Throughout the records below, find the lines with the string "Airport" and give how many there are, nothing else.

━━━ Input

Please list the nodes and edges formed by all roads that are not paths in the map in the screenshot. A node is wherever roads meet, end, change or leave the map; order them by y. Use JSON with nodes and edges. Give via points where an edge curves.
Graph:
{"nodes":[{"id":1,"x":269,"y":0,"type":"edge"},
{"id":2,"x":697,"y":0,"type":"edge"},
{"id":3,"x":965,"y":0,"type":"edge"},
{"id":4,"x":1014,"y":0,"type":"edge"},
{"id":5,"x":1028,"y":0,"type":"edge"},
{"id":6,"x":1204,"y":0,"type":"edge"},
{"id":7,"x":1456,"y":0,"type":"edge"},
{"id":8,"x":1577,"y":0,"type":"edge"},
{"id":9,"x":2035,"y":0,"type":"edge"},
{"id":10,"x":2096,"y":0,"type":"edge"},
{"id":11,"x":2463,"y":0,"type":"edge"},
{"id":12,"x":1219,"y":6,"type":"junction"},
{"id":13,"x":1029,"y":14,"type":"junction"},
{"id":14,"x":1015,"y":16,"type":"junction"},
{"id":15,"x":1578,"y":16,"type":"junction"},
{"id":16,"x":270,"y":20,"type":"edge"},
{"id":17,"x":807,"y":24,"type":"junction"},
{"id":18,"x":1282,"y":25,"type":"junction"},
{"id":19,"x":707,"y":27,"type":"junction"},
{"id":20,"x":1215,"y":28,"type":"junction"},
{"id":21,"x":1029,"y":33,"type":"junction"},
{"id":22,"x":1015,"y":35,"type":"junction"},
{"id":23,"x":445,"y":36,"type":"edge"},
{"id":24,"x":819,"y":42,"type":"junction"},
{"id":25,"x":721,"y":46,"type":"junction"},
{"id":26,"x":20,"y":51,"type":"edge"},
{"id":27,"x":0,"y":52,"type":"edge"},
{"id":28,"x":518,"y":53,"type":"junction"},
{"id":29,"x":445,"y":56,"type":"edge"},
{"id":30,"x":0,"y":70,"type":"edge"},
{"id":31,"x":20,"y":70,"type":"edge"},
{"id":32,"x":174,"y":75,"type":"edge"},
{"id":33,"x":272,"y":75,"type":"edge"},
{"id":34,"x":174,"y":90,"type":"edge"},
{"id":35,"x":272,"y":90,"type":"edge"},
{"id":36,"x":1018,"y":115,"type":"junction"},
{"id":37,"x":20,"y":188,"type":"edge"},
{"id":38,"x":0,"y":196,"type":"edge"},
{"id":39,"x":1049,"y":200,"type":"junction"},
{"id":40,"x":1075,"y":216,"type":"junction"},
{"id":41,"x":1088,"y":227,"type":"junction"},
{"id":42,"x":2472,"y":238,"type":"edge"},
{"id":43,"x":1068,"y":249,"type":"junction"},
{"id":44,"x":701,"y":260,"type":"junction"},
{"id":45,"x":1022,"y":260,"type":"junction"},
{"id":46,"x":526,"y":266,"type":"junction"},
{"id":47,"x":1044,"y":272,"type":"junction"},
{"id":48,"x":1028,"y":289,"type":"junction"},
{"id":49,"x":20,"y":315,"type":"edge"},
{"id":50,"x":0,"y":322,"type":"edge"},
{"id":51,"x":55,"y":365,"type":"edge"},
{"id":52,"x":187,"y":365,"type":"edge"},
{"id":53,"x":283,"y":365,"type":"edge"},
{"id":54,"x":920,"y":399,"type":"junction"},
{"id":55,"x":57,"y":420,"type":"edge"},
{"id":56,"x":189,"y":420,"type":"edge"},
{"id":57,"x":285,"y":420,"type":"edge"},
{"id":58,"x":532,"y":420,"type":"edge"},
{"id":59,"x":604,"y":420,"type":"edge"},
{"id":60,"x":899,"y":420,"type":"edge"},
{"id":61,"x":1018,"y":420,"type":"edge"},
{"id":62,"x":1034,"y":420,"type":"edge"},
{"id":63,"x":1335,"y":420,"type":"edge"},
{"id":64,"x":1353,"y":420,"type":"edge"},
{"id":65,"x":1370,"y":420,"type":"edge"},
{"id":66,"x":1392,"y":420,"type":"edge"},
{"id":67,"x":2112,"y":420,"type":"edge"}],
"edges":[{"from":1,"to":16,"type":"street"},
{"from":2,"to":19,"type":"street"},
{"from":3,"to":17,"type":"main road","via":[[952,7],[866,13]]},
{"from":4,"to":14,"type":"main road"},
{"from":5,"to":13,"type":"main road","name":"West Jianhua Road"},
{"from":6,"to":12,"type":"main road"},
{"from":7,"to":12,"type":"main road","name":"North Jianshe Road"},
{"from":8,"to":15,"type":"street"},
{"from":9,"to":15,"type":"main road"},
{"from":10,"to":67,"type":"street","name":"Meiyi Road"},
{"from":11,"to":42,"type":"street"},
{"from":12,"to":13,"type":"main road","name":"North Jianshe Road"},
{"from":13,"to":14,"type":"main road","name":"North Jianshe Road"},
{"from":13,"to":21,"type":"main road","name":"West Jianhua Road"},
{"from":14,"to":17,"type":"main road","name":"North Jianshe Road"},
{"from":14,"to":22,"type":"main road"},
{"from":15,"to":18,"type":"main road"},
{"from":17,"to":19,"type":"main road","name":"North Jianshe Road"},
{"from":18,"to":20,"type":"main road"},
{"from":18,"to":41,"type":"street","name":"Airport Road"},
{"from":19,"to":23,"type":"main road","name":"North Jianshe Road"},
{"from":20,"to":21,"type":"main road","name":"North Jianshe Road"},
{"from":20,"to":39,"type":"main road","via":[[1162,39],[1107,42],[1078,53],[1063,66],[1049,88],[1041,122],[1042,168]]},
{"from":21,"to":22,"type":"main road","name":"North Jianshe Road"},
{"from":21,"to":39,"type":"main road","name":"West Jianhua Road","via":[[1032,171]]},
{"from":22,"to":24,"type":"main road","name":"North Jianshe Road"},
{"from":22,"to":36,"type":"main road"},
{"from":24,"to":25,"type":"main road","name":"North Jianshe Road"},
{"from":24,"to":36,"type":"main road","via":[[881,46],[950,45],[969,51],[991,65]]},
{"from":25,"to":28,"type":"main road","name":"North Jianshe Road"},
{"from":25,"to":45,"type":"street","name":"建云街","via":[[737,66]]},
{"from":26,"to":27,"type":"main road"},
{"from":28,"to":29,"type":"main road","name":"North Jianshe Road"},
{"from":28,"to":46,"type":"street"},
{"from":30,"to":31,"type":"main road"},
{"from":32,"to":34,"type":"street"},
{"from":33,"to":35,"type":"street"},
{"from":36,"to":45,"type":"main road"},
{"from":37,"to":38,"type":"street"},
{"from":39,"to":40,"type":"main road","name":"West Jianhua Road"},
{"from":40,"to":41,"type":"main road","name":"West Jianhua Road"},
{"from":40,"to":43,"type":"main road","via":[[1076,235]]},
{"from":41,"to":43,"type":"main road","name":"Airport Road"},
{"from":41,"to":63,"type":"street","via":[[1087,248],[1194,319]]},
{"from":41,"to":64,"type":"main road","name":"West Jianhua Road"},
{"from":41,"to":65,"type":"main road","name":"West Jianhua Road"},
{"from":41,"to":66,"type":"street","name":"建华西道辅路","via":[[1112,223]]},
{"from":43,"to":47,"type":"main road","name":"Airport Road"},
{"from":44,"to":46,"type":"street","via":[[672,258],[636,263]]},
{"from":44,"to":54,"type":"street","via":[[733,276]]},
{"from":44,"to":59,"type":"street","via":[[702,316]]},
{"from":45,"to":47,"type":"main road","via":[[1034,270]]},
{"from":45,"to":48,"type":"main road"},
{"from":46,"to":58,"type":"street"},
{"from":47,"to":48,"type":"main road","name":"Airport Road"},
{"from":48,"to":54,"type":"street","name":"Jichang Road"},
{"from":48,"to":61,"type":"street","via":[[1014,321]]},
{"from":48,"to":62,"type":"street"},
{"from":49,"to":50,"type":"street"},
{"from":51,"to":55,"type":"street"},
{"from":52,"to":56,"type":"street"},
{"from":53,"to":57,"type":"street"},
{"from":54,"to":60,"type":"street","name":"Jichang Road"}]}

━━━━━━

### Answer box
4